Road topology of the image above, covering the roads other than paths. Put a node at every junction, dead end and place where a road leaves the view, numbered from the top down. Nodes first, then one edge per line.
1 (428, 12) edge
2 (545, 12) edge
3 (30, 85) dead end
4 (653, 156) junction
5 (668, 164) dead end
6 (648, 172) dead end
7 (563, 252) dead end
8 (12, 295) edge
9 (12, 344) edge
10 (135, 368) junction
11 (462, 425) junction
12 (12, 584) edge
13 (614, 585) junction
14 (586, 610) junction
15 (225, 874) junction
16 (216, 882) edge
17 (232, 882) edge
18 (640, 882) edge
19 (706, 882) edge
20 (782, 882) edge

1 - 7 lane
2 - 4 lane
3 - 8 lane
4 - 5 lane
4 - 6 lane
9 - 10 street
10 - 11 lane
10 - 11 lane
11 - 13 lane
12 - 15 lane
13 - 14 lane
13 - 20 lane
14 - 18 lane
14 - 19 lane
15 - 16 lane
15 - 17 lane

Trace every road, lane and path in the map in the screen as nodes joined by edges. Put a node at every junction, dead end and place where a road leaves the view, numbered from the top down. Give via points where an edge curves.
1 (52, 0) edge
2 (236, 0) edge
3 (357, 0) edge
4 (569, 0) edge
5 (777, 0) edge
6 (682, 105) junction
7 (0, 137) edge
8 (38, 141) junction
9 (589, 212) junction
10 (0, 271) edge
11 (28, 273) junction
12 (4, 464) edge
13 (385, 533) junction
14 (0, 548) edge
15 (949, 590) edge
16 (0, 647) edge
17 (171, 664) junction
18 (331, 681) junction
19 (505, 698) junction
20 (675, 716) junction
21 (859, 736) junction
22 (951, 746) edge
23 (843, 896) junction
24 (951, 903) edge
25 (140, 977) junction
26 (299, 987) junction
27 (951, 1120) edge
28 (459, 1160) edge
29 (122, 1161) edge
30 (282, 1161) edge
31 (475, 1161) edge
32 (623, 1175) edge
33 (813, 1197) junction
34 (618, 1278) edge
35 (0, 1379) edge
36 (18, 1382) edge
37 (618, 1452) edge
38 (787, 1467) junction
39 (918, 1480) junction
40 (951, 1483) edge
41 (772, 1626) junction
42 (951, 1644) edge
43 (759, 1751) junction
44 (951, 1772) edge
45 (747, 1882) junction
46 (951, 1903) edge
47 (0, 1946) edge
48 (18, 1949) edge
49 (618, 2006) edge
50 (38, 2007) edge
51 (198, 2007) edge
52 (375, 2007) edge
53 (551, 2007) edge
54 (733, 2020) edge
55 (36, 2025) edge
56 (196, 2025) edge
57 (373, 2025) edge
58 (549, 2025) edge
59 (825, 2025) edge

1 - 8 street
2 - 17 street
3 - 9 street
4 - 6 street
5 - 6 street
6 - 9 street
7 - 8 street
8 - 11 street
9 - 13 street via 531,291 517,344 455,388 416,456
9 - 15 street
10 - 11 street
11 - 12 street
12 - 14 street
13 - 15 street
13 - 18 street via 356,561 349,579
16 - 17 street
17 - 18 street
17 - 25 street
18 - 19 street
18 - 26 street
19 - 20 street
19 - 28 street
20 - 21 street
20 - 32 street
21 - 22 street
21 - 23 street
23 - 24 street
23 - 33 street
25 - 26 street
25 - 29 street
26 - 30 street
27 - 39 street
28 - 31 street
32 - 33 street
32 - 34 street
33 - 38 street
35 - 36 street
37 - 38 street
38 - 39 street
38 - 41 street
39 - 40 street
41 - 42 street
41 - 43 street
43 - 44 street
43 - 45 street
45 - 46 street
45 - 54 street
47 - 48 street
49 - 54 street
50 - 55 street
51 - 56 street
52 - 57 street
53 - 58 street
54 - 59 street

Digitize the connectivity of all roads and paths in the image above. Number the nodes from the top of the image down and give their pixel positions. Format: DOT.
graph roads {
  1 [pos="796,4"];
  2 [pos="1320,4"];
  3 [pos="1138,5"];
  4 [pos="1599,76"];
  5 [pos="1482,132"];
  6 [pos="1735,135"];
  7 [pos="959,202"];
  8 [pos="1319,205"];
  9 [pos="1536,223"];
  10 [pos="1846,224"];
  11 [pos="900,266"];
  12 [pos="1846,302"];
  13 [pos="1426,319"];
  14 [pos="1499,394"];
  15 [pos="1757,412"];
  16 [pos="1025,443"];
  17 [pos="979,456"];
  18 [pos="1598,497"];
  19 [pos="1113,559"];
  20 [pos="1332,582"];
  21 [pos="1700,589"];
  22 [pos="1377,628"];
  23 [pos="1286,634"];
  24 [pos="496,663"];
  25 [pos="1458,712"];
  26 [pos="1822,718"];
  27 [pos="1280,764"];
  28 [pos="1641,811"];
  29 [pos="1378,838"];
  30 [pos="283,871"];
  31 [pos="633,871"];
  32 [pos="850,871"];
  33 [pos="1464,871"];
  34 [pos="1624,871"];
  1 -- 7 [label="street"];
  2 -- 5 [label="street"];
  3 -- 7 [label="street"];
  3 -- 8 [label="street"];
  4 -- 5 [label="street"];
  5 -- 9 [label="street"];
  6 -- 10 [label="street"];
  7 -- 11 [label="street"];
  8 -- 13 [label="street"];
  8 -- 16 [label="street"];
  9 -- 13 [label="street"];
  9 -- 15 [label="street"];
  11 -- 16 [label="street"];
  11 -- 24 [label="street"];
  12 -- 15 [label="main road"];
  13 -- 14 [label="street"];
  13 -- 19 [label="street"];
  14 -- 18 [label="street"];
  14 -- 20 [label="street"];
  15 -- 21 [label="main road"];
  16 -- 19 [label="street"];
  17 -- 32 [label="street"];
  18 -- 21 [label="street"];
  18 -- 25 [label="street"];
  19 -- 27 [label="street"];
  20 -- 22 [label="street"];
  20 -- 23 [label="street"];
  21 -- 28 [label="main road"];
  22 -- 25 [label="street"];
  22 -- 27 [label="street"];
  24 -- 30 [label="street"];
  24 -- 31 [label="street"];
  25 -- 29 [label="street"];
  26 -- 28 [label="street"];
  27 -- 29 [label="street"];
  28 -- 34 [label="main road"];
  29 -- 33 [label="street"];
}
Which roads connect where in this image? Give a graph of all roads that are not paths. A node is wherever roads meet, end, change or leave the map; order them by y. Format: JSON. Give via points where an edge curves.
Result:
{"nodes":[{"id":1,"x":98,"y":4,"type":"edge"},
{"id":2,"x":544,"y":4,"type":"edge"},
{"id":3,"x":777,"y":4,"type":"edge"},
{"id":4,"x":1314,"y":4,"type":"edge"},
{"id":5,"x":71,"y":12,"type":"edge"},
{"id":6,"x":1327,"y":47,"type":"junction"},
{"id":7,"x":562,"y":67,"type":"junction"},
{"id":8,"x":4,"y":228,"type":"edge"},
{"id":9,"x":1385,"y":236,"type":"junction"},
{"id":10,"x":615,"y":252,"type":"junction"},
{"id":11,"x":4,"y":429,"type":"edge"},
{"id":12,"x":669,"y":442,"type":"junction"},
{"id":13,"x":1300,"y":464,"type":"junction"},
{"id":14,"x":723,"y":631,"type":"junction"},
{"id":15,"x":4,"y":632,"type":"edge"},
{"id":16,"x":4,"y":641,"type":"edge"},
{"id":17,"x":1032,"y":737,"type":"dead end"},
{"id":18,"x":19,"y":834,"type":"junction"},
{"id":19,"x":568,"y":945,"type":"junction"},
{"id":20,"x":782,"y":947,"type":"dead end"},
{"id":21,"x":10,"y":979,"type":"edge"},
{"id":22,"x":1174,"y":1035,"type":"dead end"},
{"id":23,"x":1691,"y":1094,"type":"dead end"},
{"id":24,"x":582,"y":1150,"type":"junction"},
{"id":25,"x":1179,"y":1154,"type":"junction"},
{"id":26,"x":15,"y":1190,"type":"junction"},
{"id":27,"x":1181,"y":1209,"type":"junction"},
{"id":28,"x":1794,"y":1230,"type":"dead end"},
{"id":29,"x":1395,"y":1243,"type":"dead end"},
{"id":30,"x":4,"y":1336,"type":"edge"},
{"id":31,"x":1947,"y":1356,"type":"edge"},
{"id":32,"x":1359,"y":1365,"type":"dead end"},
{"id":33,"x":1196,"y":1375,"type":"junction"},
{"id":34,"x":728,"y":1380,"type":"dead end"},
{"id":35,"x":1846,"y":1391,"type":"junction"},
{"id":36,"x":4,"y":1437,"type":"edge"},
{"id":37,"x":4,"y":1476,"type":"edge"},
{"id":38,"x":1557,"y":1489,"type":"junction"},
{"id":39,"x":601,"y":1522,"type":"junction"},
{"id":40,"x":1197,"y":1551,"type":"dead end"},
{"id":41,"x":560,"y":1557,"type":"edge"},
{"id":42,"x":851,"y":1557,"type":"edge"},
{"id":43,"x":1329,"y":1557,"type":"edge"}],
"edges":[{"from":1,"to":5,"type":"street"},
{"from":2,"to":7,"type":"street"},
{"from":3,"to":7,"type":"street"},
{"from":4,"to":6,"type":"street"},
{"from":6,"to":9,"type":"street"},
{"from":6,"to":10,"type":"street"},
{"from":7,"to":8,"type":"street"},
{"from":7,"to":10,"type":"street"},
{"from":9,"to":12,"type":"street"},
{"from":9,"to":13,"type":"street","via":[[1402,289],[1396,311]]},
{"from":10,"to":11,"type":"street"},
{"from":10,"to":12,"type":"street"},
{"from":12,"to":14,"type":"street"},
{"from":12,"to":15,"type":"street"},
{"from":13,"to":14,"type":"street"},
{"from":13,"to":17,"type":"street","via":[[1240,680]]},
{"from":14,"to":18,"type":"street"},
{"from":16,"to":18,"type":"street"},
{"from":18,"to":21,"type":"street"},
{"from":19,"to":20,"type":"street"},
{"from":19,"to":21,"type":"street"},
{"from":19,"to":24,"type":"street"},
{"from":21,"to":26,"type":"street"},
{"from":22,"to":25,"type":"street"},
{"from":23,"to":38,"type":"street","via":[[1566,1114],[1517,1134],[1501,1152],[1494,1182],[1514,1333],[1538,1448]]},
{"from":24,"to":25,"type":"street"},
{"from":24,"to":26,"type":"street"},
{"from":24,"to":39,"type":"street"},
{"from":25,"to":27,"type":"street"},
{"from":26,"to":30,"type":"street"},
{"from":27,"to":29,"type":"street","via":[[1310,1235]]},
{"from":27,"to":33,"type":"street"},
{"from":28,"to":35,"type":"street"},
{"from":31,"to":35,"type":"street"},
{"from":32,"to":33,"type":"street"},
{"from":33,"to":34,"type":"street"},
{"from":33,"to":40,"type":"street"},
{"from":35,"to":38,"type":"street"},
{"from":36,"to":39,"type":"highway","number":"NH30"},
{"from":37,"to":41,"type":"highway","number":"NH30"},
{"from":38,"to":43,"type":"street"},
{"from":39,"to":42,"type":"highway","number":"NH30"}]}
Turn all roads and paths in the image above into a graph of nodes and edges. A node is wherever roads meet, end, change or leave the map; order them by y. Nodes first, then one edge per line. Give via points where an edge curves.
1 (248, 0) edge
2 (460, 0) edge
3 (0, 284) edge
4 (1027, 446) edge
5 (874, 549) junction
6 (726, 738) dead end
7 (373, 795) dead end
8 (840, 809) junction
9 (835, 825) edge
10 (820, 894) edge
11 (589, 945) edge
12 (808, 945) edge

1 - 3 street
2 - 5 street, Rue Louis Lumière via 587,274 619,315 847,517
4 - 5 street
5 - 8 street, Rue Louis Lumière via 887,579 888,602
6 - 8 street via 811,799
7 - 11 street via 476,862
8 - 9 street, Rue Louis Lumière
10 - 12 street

▶ **YOUR OBJECTIVE**: How many lines of the listing above hold the string "Lumière"? Answer with the number alone.

▶ **PROBLEM SOLUTION**: 3